WHAT TO DO: Tally the lines in the records below that contain "buttons" and return only the result.

STUDY MATERIAL:
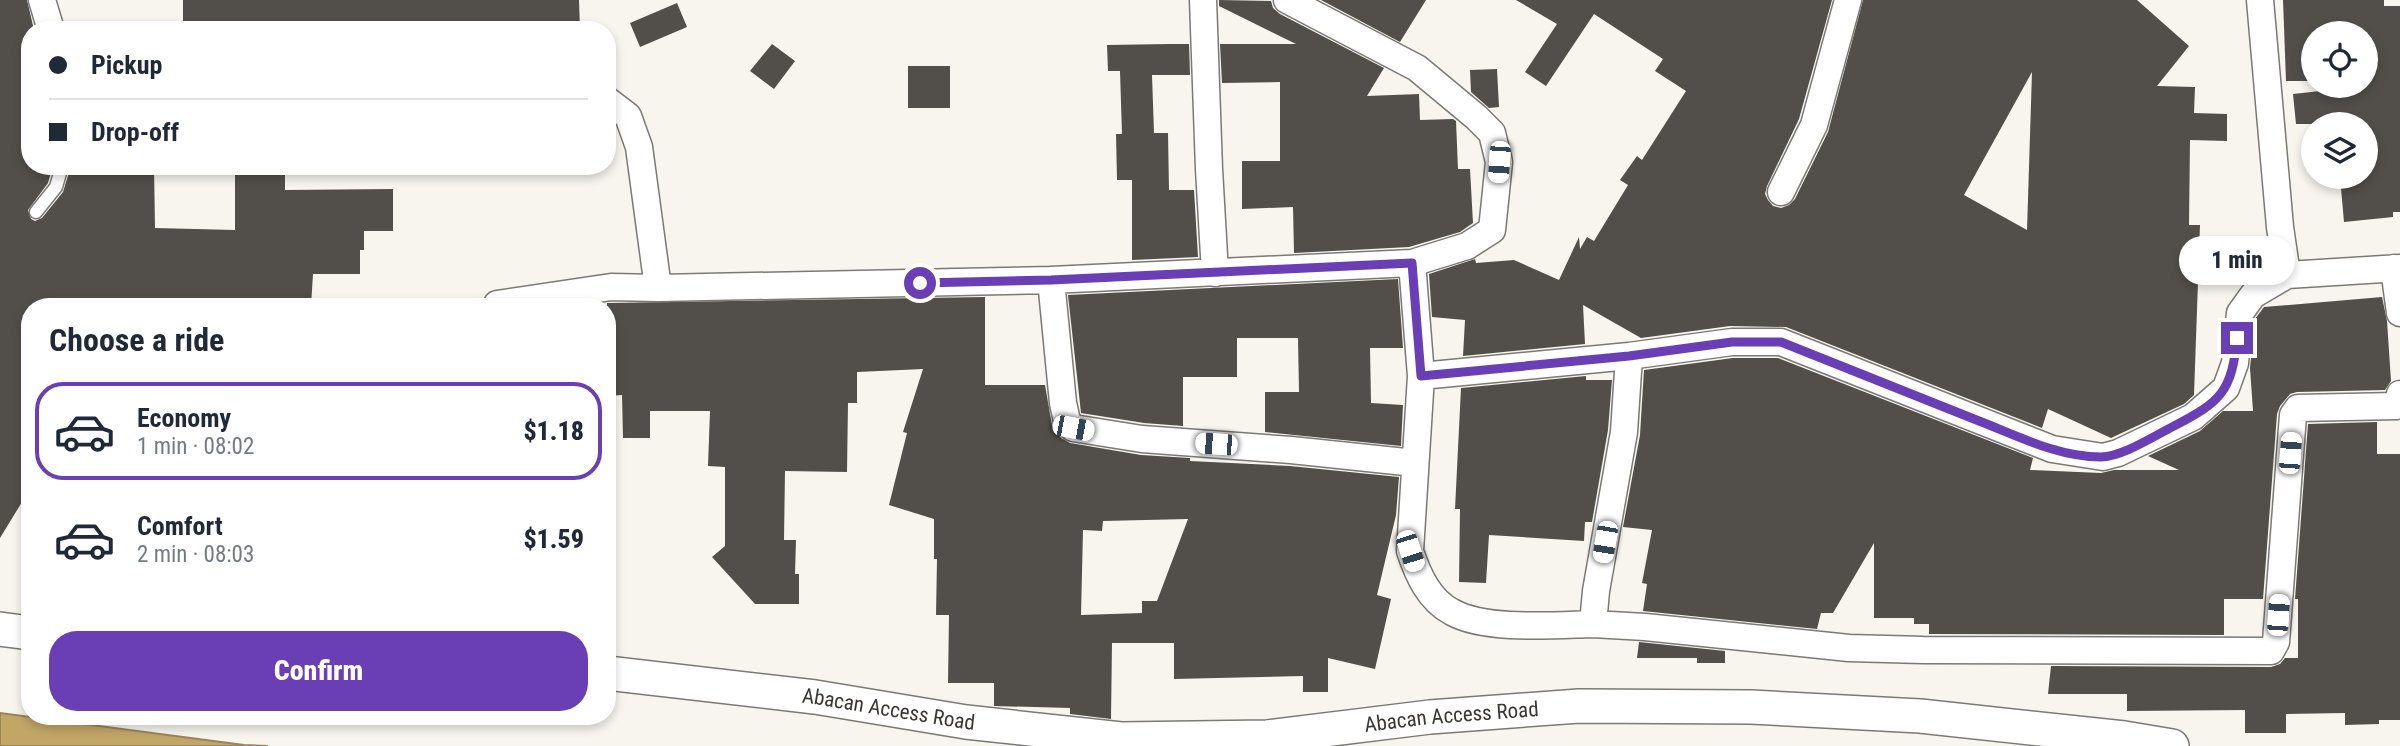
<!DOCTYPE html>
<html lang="en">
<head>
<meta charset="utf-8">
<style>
  body { margin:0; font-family:"Roboto Condensed",sans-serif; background:#f2f2f3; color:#1f2937; height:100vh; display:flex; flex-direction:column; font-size:26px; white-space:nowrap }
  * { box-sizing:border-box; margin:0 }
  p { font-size:23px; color:#747a83 }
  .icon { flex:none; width:38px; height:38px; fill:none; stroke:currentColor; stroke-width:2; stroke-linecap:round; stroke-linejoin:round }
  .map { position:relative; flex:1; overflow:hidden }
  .sheet { position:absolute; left:21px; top:298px; width:595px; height:427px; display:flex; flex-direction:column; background:#fff; border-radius:28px; box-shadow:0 4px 10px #0003 }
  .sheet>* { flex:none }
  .banner { position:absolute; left:21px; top:21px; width:595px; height:154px; border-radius:28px; box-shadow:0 4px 10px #0003; display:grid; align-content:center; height:154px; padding:0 28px; background:#fff }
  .buttons { position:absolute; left:2301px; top:21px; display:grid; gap:14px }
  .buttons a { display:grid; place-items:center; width:77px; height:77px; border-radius:50%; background:#fff; box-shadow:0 4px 10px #0003; font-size:35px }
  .end { position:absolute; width:32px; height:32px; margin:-16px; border:9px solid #6a3eb5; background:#fff; box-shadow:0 0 0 4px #fff }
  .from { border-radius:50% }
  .bubble { position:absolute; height:49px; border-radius:24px; background:#fff; box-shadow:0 4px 10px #0003; font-size:23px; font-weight:800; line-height:49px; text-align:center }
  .car { position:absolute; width:21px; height:42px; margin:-21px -10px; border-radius:9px; box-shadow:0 0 5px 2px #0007; background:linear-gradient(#fff 24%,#345 0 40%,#fff 0 76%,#345 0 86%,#fff 0) }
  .banner b { display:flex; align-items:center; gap:24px; height:66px; font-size:26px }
  .banner b+b { border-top:2px solid #e0e1e3 }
  .banner i { width:18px; height:18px; background:#1f2937 }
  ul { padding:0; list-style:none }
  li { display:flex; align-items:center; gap:21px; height:98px; margin:0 14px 10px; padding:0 14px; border:4px solid transparent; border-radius:28px }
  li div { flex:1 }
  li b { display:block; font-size:26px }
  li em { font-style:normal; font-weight:800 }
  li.active { border-color:#6a3eb5 }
  li>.icon { width:63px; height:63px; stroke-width:1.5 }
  h2 { padding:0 28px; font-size:32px; line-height:84px }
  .action { display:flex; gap:14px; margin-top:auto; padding:14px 28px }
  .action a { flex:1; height:80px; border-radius:28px; background:#6a3eb5; color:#fff; font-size:28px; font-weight:800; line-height:80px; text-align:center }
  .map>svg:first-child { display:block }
  .water { fill:#c2a668; stroke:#998559; stroke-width:2 }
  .building { fill:#524f4a; fill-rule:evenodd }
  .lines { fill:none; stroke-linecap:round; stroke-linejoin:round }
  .service-casing { stroke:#7c7974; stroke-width:15 }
  .minor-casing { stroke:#7c7974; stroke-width:29 }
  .tertiary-casing { stroke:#7c7974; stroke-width:36 }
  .service { stroke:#fff; stroke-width:12 }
  .minor { stroke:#fff; stroke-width:26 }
  .tertiary { stroke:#fff; stroke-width:33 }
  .route { stroke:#6a3eb5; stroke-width:9 }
  .labels { text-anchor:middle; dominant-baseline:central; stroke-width:7; stroke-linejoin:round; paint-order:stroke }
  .street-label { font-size:21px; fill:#393735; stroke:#f7f5ee }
</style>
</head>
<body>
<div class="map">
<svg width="2400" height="746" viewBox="0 0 2400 746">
  <rect width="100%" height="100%" fill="#f7f5ee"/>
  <path class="water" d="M 0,713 L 244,745 L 268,746 L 0,746 Z"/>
  <path class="building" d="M 0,0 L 27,0 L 34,30 L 30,30 L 30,166 L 53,166 L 48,183 L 28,210 L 31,219 L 35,221 L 42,218 L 63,192 L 71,166 L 154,166 L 155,228 L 235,230 L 235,166 L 285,166 L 285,190 L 393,189 L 393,231 L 364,231 L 364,250 L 360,250 L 360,274 L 313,274 L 311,306 L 30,306 L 30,489 L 0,538 Z
    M 183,0 L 579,0 L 580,30 L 183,30 Z
    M 1219,0 L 1271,1 L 1273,8 L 1280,14 L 1384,68 L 1367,96 L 1419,94 L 1420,120 L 1453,119 L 1456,121 L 1458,169 L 1470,169 L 1473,223 L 1460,232 L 1409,247 L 1294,253 L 1293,207 L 1242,209 L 1242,161 L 1280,161 L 1280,82 L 1222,83 L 1220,44 L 1296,44 L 1219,6 Z
    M 1321,0 L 1426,0 L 1400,42 Z
    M 1516,0 L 1832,0 L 1799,119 L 1767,186 L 1765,194 L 1768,200 L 1773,206 L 1781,208 L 1789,205 L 1795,199 L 1828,132 L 1863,0 L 2137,0 L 2189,46 L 2157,86 L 2195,87 L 2194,113 L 2227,114 L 2227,141 L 2190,140 L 2189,225 L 2200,225 L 2194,395 L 2184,404 L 2111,438 L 2048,409 L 2042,428 L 1786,327 L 1730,326 L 1641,338 L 1583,305 L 1585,344 L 1463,356 L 1465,320 L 1432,317 L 1429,274 L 1475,259 L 1476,263 L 1514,260 L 1559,280 L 1579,237 L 1580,249 L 1587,237 L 1594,241 L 1628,185 L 1620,180 L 1637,156 L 1642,160 L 1686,91 L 1655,71 L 1663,59 L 1594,14 L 1546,86 L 1525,72 L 1557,24 ZM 2032,72 L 2027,230 L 1964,195 Z
    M 2283,0 L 2384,0 L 2384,6 L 2400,6 L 2400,212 L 2393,212 L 2393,217 L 2344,222 L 2340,177 L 2366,177 L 2366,124 L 2296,124 L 2293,94 L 2366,86 L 2366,33 L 2314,33 L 2314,81 L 2286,81 Z
    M 677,3 L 687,27 L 640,47 L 630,23 Z
    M 772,44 L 795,61 L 774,89 L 750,71 Z
    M 1169,44 L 1189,44 L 1190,75 L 1152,75 L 1154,133 L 1168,133 L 1169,190 L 1194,190 L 1198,257 L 1132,260 L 1132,180 L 1117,180 L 1116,134 L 1122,134 L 1120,71 L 1108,71 L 1107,45 Z
    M 908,66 L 950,66 L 950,108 L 908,108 Z
    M 1497,69 L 1499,107 L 1489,108 L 1471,92 L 1470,70 Z
    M 1398,279 L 1403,348 L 1370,348 L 1371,403 L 1403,405 L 1401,446 L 1265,432 L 1265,392 L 1299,392 L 1298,338 L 1237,338 L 1237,377 L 1183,377 L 1183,426 L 1144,423 L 1081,413 L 1068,295 Z
    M 985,297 L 985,385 L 1045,385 L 1052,425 L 1061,438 L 1070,443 L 1141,455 L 1190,458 L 1190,461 L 1290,466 L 1399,477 L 1396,515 L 1377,595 L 1391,599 L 1375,669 L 1328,658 L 1328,692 L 1303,692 L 1303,676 L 1174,679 L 1174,643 L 1112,643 L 1111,719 L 1070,714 L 1070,708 L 994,706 L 994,683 L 948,683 L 949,615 L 936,615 L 937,559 L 934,559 L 934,519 L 889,505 L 907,433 L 903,432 L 923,369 L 857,372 L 857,403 L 848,403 L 847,472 L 785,471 L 784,540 L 796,540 L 795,574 L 799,574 L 799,604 L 755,604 L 712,557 L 725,546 L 725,467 L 708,466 L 710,411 L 650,411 L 650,438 L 623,438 L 622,395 L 607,396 L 607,303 ZM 1188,519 L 1157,601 L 1142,601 L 1142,613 L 1081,615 L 1083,530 L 1102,531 L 1103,521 Z
    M 2382,297 L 2387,321 L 2391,381 L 2385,390 L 2297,392 L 2290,394 L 2280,406 L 2277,414 L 2263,599 L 2224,599 L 2224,635 L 1929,634 L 1929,624 L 1914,624 L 1914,618 L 1874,618 L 1874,543 L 1833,613 L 1821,613 L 1817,629 L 1643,611 L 1647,584 L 1642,583 L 1652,530 L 1623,527 L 1640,435 L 1644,370 L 1733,358 L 1778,358 L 2033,458 L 2030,470 L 2101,473 L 2114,470 L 2179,470 L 2148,456 L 2200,431 L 2223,411 L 2253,411 L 2250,368 L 2255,319 L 2264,307 Z
    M 1586,376 L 1586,380 L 1612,380 L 1608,430 L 1592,522 L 1585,522 L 1584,541 L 1489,535 L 1486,583 L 1459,582 L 1460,509 L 1455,509 L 1461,388 Z
    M 2377,422 L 2377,454 L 2400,454 L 2400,720 L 2379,720 L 2379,724 L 2345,725 L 2345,713 L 2286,714 L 2286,733 L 2245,733 L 2245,710 L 2127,711 L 2127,694 L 2048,694 L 2051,666 L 2271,667 L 2280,664 L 2285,658 L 2298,658 L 2298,599 L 2295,599 L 2308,424 Z
    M 1639,642 L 1725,651 L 1725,663 L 1697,663 L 1697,658 L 1637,658 Z"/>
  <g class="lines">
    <g class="service-casing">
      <path id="service" d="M 36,212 L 56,187 L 62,166"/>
    </g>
    <g class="minor-casing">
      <path id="minor" d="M 42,0 L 51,30
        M 1203,0 L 1209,169 L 1215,273
        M 2260,0 L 2280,227 L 2287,275 L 2400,268
        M 1781,192 L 1814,125 L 1848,0
        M 1412,263 L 1421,376 L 1410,551 C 1418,575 1429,600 1452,612 C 1486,631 1555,625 1593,624
        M 2394,268 L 2400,313
        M 1051,280 L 1063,403 L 1067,421 L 1073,428 L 1142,439 L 1291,450 L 1415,463
        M 658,288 L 1051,280 L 1412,263 L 1467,246 L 1492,230 L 1499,162 L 1492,133 L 1476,117 L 1417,68 L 1287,0
        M 497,304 L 611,287 L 658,288 L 639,147 L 628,116 L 607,100
        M 1629,356 L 1624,432 L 1596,591 L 1593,624 L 1645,627 L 1849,648 L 1923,650 L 2271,651 L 2276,642 L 2293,415 L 2298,408 L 2396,406 L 2400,394
        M 1421,376 L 1629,356 L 1732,342 L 1781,342 L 2052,449 L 2103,457 L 2118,453 L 2193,417 L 2226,388 L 2235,363 L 2240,313 L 2253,295 L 2287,275"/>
    </g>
    <g class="tertiary-casing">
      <g id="tertiary">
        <path d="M 0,629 L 30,633"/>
        <path id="s1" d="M 607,673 L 815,697 L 966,722 L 1121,739 L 1267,737 L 1430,717 L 1579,706 L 1751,707 L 1920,716 L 2124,738 L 2172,746"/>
      </g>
    </g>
    <use href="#service" class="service"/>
    <use href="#minor" class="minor"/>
    <use href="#tertiary" class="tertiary"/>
  </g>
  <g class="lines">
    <path class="route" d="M 920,283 L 1051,280 L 1412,263 L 1421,376 L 1629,356 L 1732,342 L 1781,342 C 1845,368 1910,393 1974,419 C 2014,434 2056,457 2101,457 C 2122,457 2154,436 2174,426 C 2221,402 2232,391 2237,338"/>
  </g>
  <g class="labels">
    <g class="street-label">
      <text stroke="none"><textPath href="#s1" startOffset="284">Abacan Access Road</textPath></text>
      <text stroke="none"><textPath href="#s1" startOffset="850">Abacan Access Road</textPath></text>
    </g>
  </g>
</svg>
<div class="buttons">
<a><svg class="icon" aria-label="locate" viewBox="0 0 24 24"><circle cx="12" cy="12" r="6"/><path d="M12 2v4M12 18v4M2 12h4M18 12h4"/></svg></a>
<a><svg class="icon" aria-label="layers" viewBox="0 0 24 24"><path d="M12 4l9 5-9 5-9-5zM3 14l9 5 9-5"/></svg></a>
</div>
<i class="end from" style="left:920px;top:283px"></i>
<i class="end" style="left:2237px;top:338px"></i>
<div class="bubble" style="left:2179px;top:236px;width:116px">1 min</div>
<i class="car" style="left:1499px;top:162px;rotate:184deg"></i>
<i class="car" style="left:1073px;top:428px;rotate:101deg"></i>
<i class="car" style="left:1216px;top:444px;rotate:274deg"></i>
<i class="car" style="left:2290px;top:453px;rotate:4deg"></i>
<i class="car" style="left:1605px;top:542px;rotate:190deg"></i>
<i class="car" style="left:1410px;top:551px;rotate:162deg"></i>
<i class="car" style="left:2278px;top:615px;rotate:4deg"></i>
<div class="banner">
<b><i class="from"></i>Pickup</b>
<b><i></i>Drop-off</b>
</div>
<section class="sheet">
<h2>Choose a ride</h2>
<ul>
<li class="active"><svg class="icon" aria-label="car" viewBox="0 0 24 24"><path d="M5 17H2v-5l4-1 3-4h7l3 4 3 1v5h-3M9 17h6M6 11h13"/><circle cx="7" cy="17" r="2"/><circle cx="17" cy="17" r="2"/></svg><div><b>Economy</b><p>1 min · 08:02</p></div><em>$1.18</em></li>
<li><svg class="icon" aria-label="car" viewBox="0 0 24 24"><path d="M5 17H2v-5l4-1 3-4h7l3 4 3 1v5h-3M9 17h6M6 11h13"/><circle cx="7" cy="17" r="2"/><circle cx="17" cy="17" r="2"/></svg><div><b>Comfort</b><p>2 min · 08:03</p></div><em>$1.59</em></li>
</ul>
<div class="action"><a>Confirm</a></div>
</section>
</div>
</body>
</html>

SOLUTION BELOW: 3